→ **Material provided**
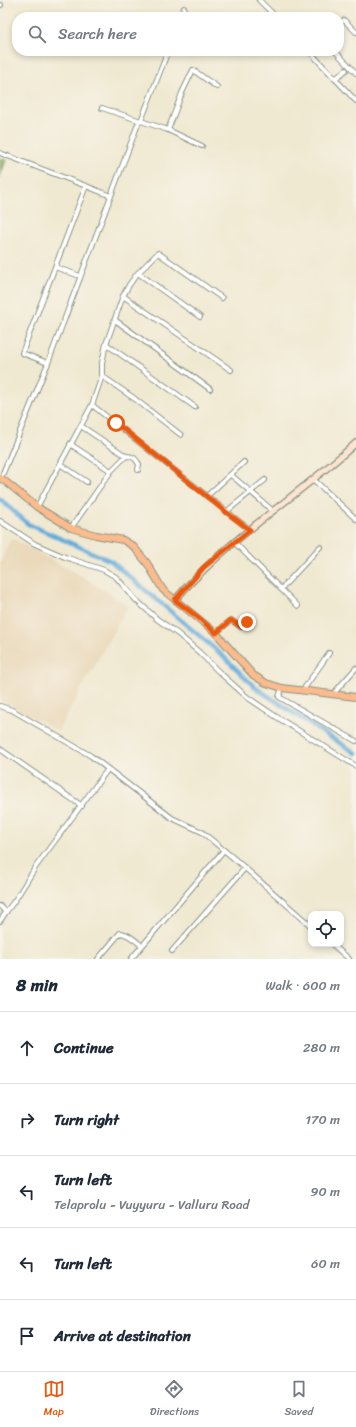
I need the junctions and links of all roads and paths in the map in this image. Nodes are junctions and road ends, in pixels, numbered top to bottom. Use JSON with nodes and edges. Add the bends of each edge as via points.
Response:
==
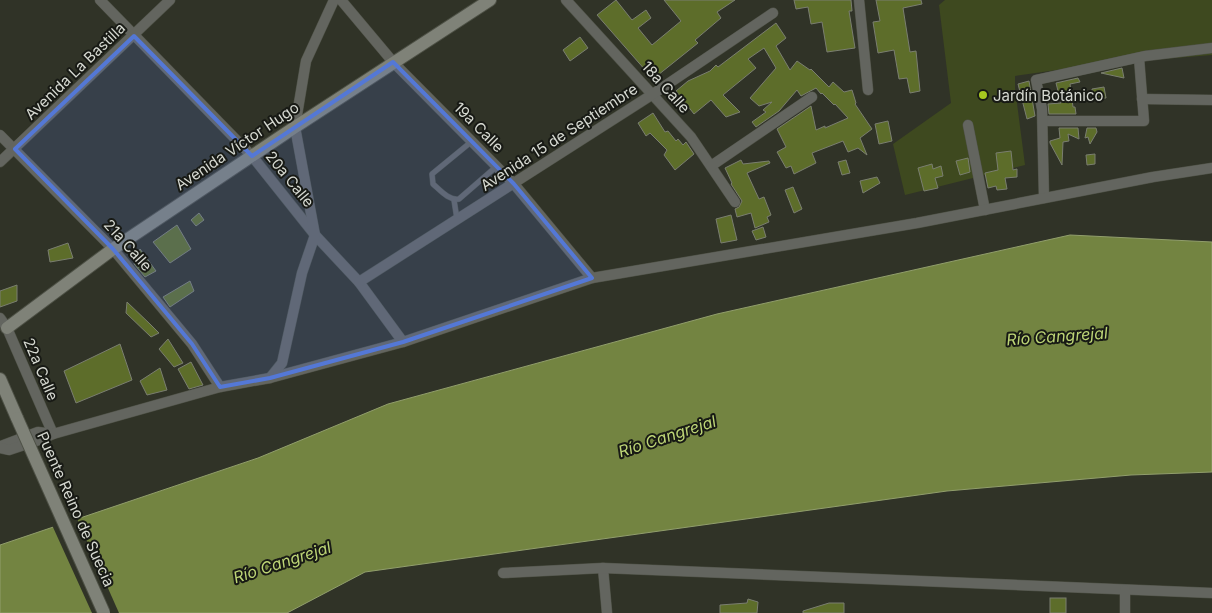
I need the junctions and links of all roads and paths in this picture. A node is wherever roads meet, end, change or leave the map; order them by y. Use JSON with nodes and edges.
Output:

→ **Assignment**
Lines containing the string "paths" are the ones to copy from the entries above.

→ **Reply**
I need the junctions and links of all roads and paths in the map in this image. Nodes are junctions and road ends, in pixels, numbered top to bottom. Use JSON with nodes and edges. Add the bends of each edge as via points.
I need the junctions and links of all roads and paths in this picture. A node is wherever roads meet, end, change or leave the map; order them by y. Use JSON with nodes and edges.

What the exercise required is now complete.